Cumberland River floating boardwalk is one of scores of senior projects at Design Day April 21

Riverfront development in Nashville is booming but Middle Tennesseans and tourists lack opportunities to enjoy the river, learn about its ecology, and develop an appreciation for its water quality.

CAD rendering of a 1,000-foot-long boardwalk includes features such as benches, gangways, and floating vegetation. A zoomed-in section provides a detailed view.

A solution is a Cumberland River floating boardwalk, the brainchild of a team of mechanical engineering students who designed two gathering platforms spanning 1,000 feet with three gangways, benches, fishing stations, a kayak launch, and floating vegetation to offer ecological education. The Cumberland River Compact is the project sponsor.

The team will join  Vanderbilt engineering seniors soon to graduate, to demonstrate their readiness to tackle real-world engineering problems by showcasing their projects during the annual School of Engineering Design Day on April 21 from 5-7 p.m.  in Featheringill Hall.

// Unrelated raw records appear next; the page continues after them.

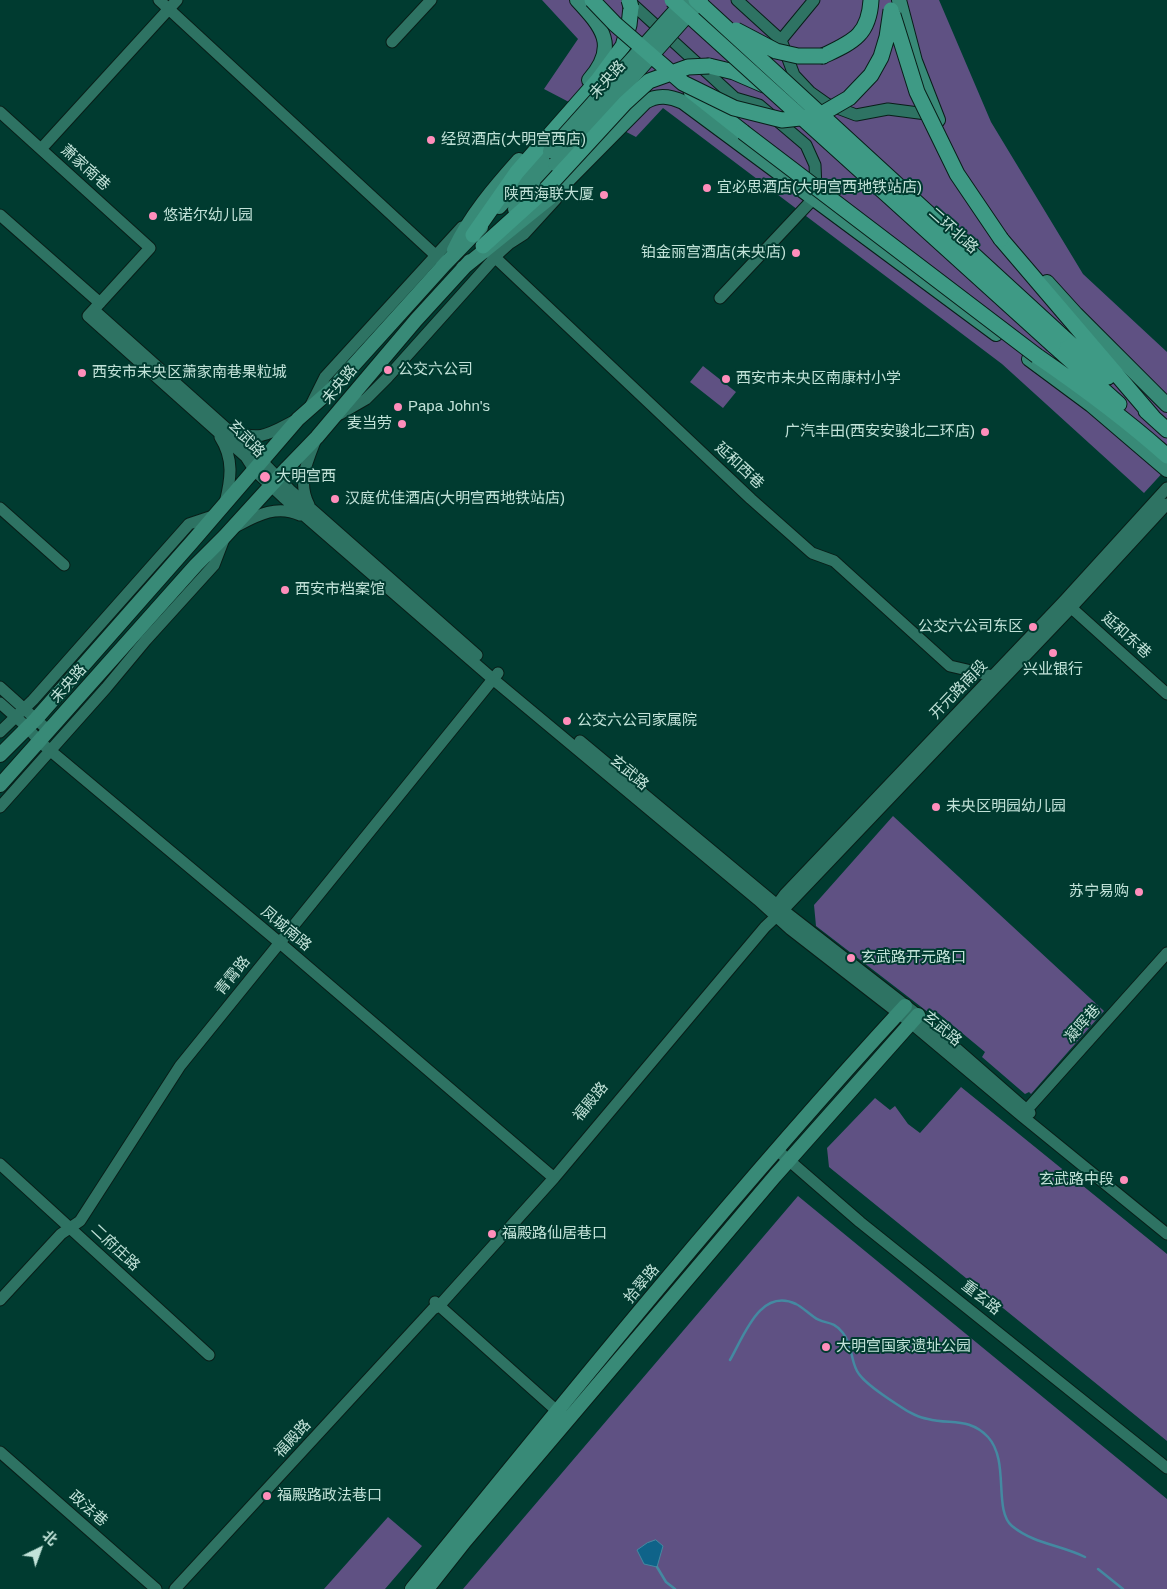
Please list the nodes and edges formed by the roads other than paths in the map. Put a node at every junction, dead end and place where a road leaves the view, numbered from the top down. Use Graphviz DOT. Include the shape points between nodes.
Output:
graph roads {
  1 [pos="159,0"];
  2 [pos="176,0"];
  3 [pos="431,0"];
  4 [pos="577,0"];
  5 [pos="592,0"];
  6 [pos="599,0"];
  7 [pos="628,0"];
  8 [pos="672,0"];
  9 [pos="685,0"];
  10 [pos="696,0"];
  11 [pos="701,0"];
  12 [pos="737,0"];
  13 [pos="814,0"];
  14 [pos="871,0"];
  15 [pos="893,3"];
  16 [pos="168,9"];
  17 [pos="717,20"];
  18 [pos="615,24"];
  19 [pos="781,40"];
  20 [pos="392,42"];
  21 [pos="682,83"];
  22 [pos="770,88"];
  23 [pos="0,112"];
  24 [pos="936,116"];
  25 [pos="41,149"];
  26 [pos="553,157"];
  27 [pos="814,198"];
  28 [pos="0,215"];
  29 [pos="484,247"];
  30 [pos="443,259"];
  31 [pos="720,298"];
  32 [pos="411,302"];
  33 [pos="388,308"];
  34 [pos="94,310"];
  35 [pos="416,320"];
  36 [pos="1057,340"];
  37 [pos="412,350"];
  38 [pos="1167,405"];
  39 [pos="310,408"];
  40 [pos="336,416"];
  41 [pos="1154,418"];
  42 [pos="298,419"];
  43 [pos="217,425"];
  44 [pos="1167,430"];
  45 [pos="317,438"];
  46 [pos="1167,447"];
  47 [pos="1167,456"];
  48 [pos="259,466"];
  49 [pos="1167,470"];
  50 [pos="274,482"];
  51 [pos="1167,488"];
  52 [pos="1167,504"];
  53 [pos="0,508"];
  54 [pos="220,511"];
  55 [pos="316,519"];
  56 [pos="228,533"];
  57 [pos="64,565"];
  58 [pos="1068,604"];
  59 [pos="496,676"];
  60 [pos="993,676"];
  61 [pos="0,687"];
  62 [pos="1167,694"];
  63 [pos="0,703"];
  64 [pos="20,713"];
  65 [pos="32,723"];
  66 [pos="49,731"];
  67 [pos="0,732"];
  68 [pos="40,742"];
  69 [pos="51,751"];
  70 [pos="0,755"];
  71 [pos="0,785"];
  72 [pos="0,806"];
  73 [pos="776,910"];
  74 [pos="280,943"];
  75 [pos="1167,953"];
  76 [pos="902,1009"];
  77 [pos="914,1019"];
  78 [pos="1024,1113"];
  79 [pos="777,1150"];
  80 [pos="789,1161"];
  81 [pos="0,1164"];
  82 [pos="553,1176"];
  83 [pos="1167,1224"];
  84 [pos="71,1228"];
  85 [pos="1167,1234"];
  86 [pos="0,1300"];
  87 [pos="436,1306"];
  88 [pos="208,1355"];
  89 [pos="557,1411"];
  90 [pos="0,1452"];
  91 [pos="1167,1468"];
  92 [pos="156,1589"];
  93 [pos="175,1589"];
  94 [pos="412,1589"];
  95 [pos="426,1589"];
  1 -- 16 [label="street"];
  2 -- 16 [label="street"];
  3 -- 20 [label="street"];
  4 -- 30 [label="main road" via="603,33 605,48 599,66 490,193"];
  5 -- 18 [label="highway, bridge"];
  6 -- 18 [label="highway, bridge"];
  7 -- 27 [label="street" via="735,98 759,105 806,145 816,165"];
  7 -- 29 [label="highway, bridge" via="631,7 624,46 517,172"];
  8 -- 22 [label="highway, 二环北路, bridge"];
  9 -- 26 [label="main road, 未央路, bridge"];
  10 -- 17 [label="highway, 二环北路, bridge"];
  11 -- 26 [label="main road, 未央路, bridge"];
  12 -- 19 [label="street"];
  13 -- 19 [label="street"];
  14 -- 17 [label="highway, bridge" via="870,16 863,30 849,44 823,56 798,56 776,51"];
  15 -- 21 [label="highway, bridge" via="881,57 871,75 849,98 818,116 782,120 734,108"];
  15 -- 24 [label="main road"];
  15 -- 41 [label="highway, bridge" via="917,92 957,174 1001,239"];
  16 -- 25 [label="street"];
  16 -- 30 [label="street"];
  17 -- 36 [label="highway, 二环北路, bridge"];
  18 -- 21 [label="highway, bridge"];
  19 -- 24 [label="street" via="794,75 827,104 856,115 888,109"];
  21 -- 47 [label="highway, bridge" via="1037,356 1081,386"];
  22 -- 29 [label="highway, bridge" via="734,72 709,66 688,67 649,82 625,103 546,189"];
  22 -- 36 [label="highway, 二环北路, bridge"];
  23 -- 25 [label="street, 萧家南巷"];
  24 -- 38 [label="main road" via="955,158 1013,245"];
  25 -- 34 [label="street, 萧家南巷" via="150,248"];
  26 -- 29 [label="main road, 未央路"];
  27 -- 29 [label="main road" via="683,102 666,96 650,98 551,197"];
  27 -- 31 [label="street"];
  27 -- 49 [label="main road" via="1091,405"];
  28 -- 34 [label="street, 玄武路"];
  29 -- 30 [label="main road, 未央路"];
  29 -- 35 [label="main road, 未央路"];
  29 -- 37 [label="street"];
  29 -- 60 [label="street, 延和西巷" via="812,553 834,561 950,666"];
  30 -- 32 [label="main road, 未央路"];
  30 -- 33 [label="street"];
  32 -- 33 [label="street"];
  32 -- 39 [label="main road, 未央路" via="332,389"];
  33 -- 39 [label="street" via="325,378"];
  34 -- 43 [label="street, 玄武路"];
  35 -- 37 [label="street"];
  35 -- 40 [label="main road, 未央路"];
  36 -- 41 [label="highway, 二环北路"];
  36 -- 46 [label="highway, 二环北路"];
  37 -- 40 [label="street" via="366,399"];
  39 -- 42 [label="main road, 未央路"];
  40 -- 45 [label="main road, 未央路"];
  41 -- 44 [label="highway, 二环北路"];
  42 -- 43 [label="street" via="261,436"];
  42 -- 48 [label="main road, 未央路"];
  43 -- 48 [label="street, 玄武路"];
  43 -- 54 [label="street" via="230,461 231,477"];
  45 -- 50 [label="main road, 未央路"];
  45 -- 55 [label="street" via="305,469 303,486"];
  48 -- 50 [label="street, 玄武路"];
  48 -- 54 [label="main road, 未央路"];
  50 -- 55 [label="street, 玄武路"];
  50 -- 56 [label="main road, 未央路"];
  51 -- 58 [label="street, 开元路南段"];
  52 -- 58 [label="street, 开元路南段"];
  53 -- 57 [label="street"];
  54 -- 64 [label="street" via="189,524"];
  54 -- 65 [label="main road, 未央路"];
  55 -- 56 [label="street" via="284,510 261,514"];
  55 -- 59 [label="street, 玄武路"];
  56 -- 66 [label="main road, 未央路"];
  56 -- 69 [label="street" via="214,565"];
  58 -- 60 [label="street, 开元路南段"];
  58 -- 62 [label="street, 延和东巷"];
  58 -- 73 [label="street, 开元路南段"];
  59 -- 73 [label="street, 玄武路"];
  59 -- 74 [label="street, 青霄路"];
  60 -- 73 [label="street, 开元路南段"];
  61 -- 64 [label="street, 凤城南路"];
  63 -- 64 [label="street, 凤城南路"];
  64 -- 65 [label="street, 凤城南路"];
  64 -- 67 [label="street"];
  65 -- 66 [label="street, 凤城南路"];
  65 -- 68 [label="street, 凤城南路"];
  65 -- 70 [label="main road, 未央路"];
  66 -- 68 [label="main road, 未央路"];
  68 -- 69 [label="street, 凤城南路"];
  68 -- 71 [label="main road, 未央路"];
  69 -- 72 [label="street"];
  69 -- 74 [label="street, 凤城南路"];
  73 -- 76 [label="street, 玄武路"];
  73 -- 82 [label="street, 福殿路"];
  74 -- 82 [label="street, 凤城南路"];
  74 -- 84 [label="street, 青霄路" via="180,1066 80,1222"];
  75 -- 78 [label="street, 凝晖巷"];
  76 -- 77 [label="street, 玄武路"];
  76 -- 79 [label="main road, 拾翠路"];
  77 -- 78 [label="street, 玄武路"];
  77 -- 80 [label="main road"];
  78 -- 83 [label="street, 玄武路"];
  78 -- 85 [label="street, 玄武路"];
  79 -- 80 [label="street, 重玄路"];
  79 -- 89 [label="main road, 拾翠路"];
  80 -- 91 [label="street, 重玄路" via="860,1222"];
  80 -- 95 [label="main road"];
  81 -- 84 [label="street, 二府庄路"];
  82 -- 87 [label="street, 福殿路"];
  84 -- 86 [label="street, 青霄路" via="61,1234"];
  84 -- 88 [label="street, 二府庄路"];
  87 -- 89 [label="street"];
  87 -- 93 [label="street, 福殿路"];
  89 -- 94 [label="main road, 拾翠路"];
  90 -- 92 [label="street, 政法巷"];
}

Seniors work on teams throughout the year on solutions they create for a wide range of challenging engineering problems for industrial, academic and government clients. Some 57 design projects were selected by seniors in biomedical engineering, chemical engineering, civil engineering, electrical and computer engineering, engineering management, and mechanical engineering. Many of the projects required cross-disciplinary cooperation to include students from different engineering fields.

Some other design projects include

  • a full-scale, two-story slide installed in Featheringill Hall
  • pedestrian bridge design-build project in Costa Rica
  • clinical bedside chair to improve physician-patient interactions
  • IEEE 2025 SoutheastCon competition robot
  • aerodynamic induction system for a high-performance SAE racecar
  • reducing wheelchair mishandling in airports
  • wearable finger tracking device for augmented reality integration
  • biofeedback posture-monitoring system for surgeons

Design courses provide students with the experience of working on projects that involve design constraints, budgets, reviews and deadlines.

“A real value of senior design projects is the mentorship and support by external advisors—industry representatives, government clients, entrepreneurs, nonprofit mentors, as well as research and clinical faculty,” said Assistant Dean for Design Tom Withrow, professor of the practice of mechanical engineering and a Vanderbilt Immersion Faculty Fellow.